Subproject Leader: Thomas Schimmel

Institut für Angewandte Physik, KIT

 

Contributing Scientists:

Present: Roland Gröger
Past: Sheng Zhong

 

Optical Grating Made of Lipid Multilayers [1]
Optical Grating Made of Lipid Multilayers [1]
Highly Twinned Metal Nanowires
Highly Twinned Metal Nanowires [2]
Polymer Blend Lithography [3]
Polymer Blend Lithography [3]
Constructive AFM Nanolithography [4]
Constructive AFM Nanolithography [4]
Quantitative AFM Analysis on Si Waveguides
Quantitative AFM Analysis on Si Waveguides
Surface Plasmon Polariton Absorption Modulator [5]
Surface Plasmon Polariton Absorption Modulator [5]

Motivation

The development of novel photonic and plasmonic devices and technologies such as ultrafast modulators on the basis of silicon, have roused considerable interest recently. In this field, the current world record for the fastest modulator has been achieved within subproject A4.4. While the focus of A4.4 is on devices, their characterization and performance, this subproject A4.6 focuses on the development of the required nanolithographic tools, as well as novel materials and thin films with unusual optical properties.

Recent Results

In the areas mentioned above significant progress was achieved, especially using bottom-up approaches for soft lithography, metal nanowire self-assembly and molecular self-assembly. Recent results include:

  • Chemosensitive optical gratings were fabricated on the basis of scanning probe lithography. Dip-Pen Nanolithography was used to produce optical gratings with bio-sensing capability. This novel approach uses the shape change of the liquid crystalline grating upon binding to an analyte, which can be detected in situ by optical means. [1]
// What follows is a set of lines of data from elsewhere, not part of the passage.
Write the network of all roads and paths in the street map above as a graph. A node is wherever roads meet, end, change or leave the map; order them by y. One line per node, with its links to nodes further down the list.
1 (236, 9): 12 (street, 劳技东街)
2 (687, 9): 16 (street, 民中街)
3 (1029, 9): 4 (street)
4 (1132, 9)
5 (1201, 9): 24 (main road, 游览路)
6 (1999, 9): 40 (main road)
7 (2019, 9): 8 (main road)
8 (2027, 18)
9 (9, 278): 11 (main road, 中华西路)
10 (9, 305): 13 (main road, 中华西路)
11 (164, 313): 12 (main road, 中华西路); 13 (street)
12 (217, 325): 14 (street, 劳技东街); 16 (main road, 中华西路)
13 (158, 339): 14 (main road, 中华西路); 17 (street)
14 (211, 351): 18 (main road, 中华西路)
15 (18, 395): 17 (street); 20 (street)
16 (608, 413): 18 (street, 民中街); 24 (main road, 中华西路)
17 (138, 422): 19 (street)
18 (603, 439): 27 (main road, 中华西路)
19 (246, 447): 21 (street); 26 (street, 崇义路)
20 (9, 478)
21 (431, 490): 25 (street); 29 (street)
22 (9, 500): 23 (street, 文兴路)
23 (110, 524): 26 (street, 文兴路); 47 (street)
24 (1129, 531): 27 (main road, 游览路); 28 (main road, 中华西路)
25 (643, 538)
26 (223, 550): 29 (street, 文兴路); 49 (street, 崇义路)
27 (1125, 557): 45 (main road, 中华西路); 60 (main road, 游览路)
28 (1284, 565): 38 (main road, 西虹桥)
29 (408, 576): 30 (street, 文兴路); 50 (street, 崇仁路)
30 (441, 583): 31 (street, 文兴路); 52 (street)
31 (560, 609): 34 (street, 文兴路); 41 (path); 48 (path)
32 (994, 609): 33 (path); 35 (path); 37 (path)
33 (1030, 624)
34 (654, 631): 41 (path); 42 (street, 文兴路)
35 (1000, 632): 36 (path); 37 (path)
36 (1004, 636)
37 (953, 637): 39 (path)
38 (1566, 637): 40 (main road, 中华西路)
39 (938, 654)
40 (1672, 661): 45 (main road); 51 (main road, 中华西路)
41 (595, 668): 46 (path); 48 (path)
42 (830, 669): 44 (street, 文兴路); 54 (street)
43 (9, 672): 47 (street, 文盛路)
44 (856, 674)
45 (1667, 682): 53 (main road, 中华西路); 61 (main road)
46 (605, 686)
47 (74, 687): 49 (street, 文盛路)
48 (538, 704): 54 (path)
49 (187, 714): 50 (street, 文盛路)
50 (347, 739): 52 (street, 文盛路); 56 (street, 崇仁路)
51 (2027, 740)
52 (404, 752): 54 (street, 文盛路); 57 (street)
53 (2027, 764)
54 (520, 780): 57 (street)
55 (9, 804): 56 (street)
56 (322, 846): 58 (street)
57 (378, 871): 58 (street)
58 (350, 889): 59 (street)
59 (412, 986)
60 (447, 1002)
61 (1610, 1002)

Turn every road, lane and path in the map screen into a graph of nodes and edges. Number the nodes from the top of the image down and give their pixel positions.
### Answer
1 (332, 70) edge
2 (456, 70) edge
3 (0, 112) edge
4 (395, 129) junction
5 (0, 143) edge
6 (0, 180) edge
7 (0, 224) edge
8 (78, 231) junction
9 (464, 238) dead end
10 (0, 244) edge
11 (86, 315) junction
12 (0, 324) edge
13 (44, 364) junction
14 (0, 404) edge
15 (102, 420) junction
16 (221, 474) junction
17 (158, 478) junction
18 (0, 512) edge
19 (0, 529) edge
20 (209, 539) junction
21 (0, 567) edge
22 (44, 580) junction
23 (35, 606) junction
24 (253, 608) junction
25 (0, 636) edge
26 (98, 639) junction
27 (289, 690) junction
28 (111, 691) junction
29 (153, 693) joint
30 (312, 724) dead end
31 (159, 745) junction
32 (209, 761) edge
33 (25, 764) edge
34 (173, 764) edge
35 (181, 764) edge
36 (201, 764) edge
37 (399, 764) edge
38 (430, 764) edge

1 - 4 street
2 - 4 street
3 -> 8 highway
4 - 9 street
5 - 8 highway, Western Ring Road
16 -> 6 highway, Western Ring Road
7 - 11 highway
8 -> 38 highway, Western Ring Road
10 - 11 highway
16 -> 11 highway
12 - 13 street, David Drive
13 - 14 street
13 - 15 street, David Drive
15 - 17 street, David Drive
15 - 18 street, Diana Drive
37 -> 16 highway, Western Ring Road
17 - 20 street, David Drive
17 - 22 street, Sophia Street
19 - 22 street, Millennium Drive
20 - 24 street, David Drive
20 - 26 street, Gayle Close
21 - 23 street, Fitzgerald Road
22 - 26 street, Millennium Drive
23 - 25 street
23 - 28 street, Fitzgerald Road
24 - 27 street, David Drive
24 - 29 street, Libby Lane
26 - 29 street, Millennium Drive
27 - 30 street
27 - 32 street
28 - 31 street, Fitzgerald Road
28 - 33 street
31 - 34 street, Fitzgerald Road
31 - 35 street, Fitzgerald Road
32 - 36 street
  • Metallic nanowires made of copper, lead and silver were produced with a variety of tailorable structural properties. With a novel approach based on self-organization, highly regular periodic arrays of mesoscale wires were fabricated – wire arrays to be used as antennas and outcoupling gratings for thin film optoelectronic devices. Furthermore, freestanding wires with an extremely high density of twins were synthesized: a new concept leading to a more than 10-fold higher mechanical strength of the nanowires, compared to normal copper bulk material. [2]

  • Polymer Templating was used to develop high resolution parallel structuring techniques for metal nanostructures, as required for different CFN projects within Project Area A. The experiments yielded a resolution in the 20-nm range, which is suitable for the production of antenna structures as well as modulators. [3]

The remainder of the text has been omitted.